# [Data records]

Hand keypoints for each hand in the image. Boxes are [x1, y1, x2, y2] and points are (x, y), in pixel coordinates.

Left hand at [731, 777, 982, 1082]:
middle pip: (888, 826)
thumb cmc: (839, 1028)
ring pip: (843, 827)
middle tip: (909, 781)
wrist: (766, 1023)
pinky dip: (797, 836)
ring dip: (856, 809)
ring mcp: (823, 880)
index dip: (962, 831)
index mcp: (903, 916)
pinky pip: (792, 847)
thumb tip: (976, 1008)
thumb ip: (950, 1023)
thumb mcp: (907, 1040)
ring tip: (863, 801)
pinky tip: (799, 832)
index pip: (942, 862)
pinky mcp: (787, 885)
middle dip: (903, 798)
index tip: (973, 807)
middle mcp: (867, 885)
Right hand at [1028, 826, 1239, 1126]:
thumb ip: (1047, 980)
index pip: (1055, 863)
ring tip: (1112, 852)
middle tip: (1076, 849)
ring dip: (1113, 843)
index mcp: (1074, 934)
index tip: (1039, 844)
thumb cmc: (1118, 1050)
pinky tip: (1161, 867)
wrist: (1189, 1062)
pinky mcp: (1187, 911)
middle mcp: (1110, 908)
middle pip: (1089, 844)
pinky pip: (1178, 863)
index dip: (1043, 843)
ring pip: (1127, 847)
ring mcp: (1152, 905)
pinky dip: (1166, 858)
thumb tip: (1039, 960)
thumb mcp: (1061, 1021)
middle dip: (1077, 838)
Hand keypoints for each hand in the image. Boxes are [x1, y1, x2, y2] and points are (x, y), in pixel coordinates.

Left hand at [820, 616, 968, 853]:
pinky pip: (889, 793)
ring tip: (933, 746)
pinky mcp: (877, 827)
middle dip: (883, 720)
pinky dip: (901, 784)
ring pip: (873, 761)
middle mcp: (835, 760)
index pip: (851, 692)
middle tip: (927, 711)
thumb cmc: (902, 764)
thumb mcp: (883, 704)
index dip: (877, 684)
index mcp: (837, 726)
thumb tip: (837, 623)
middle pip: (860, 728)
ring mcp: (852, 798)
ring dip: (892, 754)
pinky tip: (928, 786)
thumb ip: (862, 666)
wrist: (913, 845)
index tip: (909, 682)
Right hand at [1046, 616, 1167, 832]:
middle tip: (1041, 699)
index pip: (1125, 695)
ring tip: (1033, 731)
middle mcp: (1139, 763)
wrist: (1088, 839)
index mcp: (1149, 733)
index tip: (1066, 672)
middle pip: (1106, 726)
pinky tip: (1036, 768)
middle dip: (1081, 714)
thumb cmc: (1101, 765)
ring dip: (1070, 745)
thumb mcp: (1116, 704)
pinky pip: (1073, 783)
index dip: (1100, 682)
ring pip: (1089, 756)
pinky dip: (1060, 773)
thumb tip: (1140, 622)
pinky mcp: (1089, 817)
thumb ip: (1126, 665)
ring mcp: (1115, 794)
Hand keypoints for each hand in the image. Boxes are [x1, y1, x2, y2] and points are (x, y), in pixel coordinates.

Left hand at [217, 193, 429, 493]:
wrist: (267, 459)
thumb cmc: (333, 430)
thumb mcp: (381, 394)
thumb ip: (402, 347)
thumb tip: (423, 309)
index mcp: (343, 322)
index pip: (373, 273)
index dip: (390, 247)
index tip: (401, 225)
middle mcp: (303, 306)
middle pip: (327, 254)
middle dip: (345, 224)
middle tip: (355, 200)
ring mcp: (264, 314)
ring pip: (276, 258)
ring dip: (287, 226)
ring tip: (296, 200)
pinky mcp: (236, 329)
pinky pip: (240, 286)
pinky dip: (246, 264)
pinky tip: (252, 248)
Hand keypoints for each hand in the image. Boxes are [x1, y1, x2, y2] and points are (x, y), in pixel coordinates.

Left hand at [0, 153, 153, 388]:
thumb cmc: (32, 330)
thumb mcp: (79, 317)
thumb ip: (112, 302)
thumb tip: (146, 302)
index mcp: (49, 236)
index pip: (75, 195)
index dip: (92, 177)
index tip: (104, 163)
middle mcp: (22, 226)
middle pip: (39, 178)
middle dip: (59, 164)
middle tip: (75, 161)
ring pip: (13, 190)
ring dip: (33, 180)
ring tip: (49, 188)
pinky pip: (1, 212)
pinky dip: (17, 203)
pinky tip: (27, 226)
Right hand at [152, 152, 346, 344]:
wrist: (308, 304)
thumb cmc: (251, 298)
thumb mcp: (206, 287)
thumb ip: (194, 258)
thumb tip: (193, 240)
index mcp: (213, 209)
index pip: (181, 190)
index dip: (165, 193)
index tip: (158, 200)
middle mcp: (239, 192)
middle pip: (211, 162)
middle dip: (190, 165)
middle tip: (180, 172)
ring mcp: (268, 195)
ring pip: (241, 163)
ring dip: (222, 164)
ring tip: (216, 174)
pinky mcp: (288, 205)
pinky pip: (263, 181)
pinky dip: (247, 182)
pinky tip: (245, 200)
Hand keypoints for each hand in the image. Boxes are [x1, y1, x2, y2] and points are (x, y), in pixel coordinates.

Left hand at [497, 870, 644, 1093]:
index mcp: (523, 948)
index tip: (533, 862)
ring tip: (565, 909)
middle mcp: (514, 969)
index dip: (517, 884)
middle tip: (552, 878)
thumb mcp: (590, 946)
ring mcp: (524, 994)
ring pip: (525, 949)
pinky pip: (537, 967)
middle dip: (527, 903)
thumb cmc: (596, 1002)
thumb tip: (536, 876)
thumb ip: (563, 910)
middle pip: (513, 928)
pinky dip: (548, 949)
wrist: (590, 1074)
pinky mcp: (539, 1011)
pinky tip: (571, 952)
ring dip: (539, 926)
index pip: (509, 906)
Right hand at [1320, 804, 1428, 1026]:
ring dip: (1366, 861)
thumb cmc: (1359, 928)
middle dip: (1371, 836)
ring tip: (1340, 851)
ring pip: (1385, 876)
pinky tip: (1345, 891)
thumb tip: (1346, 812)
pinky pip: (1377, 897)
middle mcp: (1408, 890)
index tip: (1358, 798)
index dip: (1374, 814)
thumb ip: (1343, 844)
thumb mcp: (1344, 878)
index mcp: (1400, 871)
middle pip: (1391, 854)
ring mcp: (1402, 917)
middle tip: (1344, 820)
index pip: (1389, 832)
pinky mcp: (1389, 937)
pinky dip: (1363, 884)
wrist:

# [Try it]
Search the entries for the word "Left", then gather every line that has it.

# [Output]
Left hand at [731, 777, 982, 1082]:
Left hand at [820, 616, 968, 853]:
Left hand at [217, 193, 429, 493]:
Left hand at [0, 153, 153, 388]:
Left hand at [497, 870, 644, 1093]:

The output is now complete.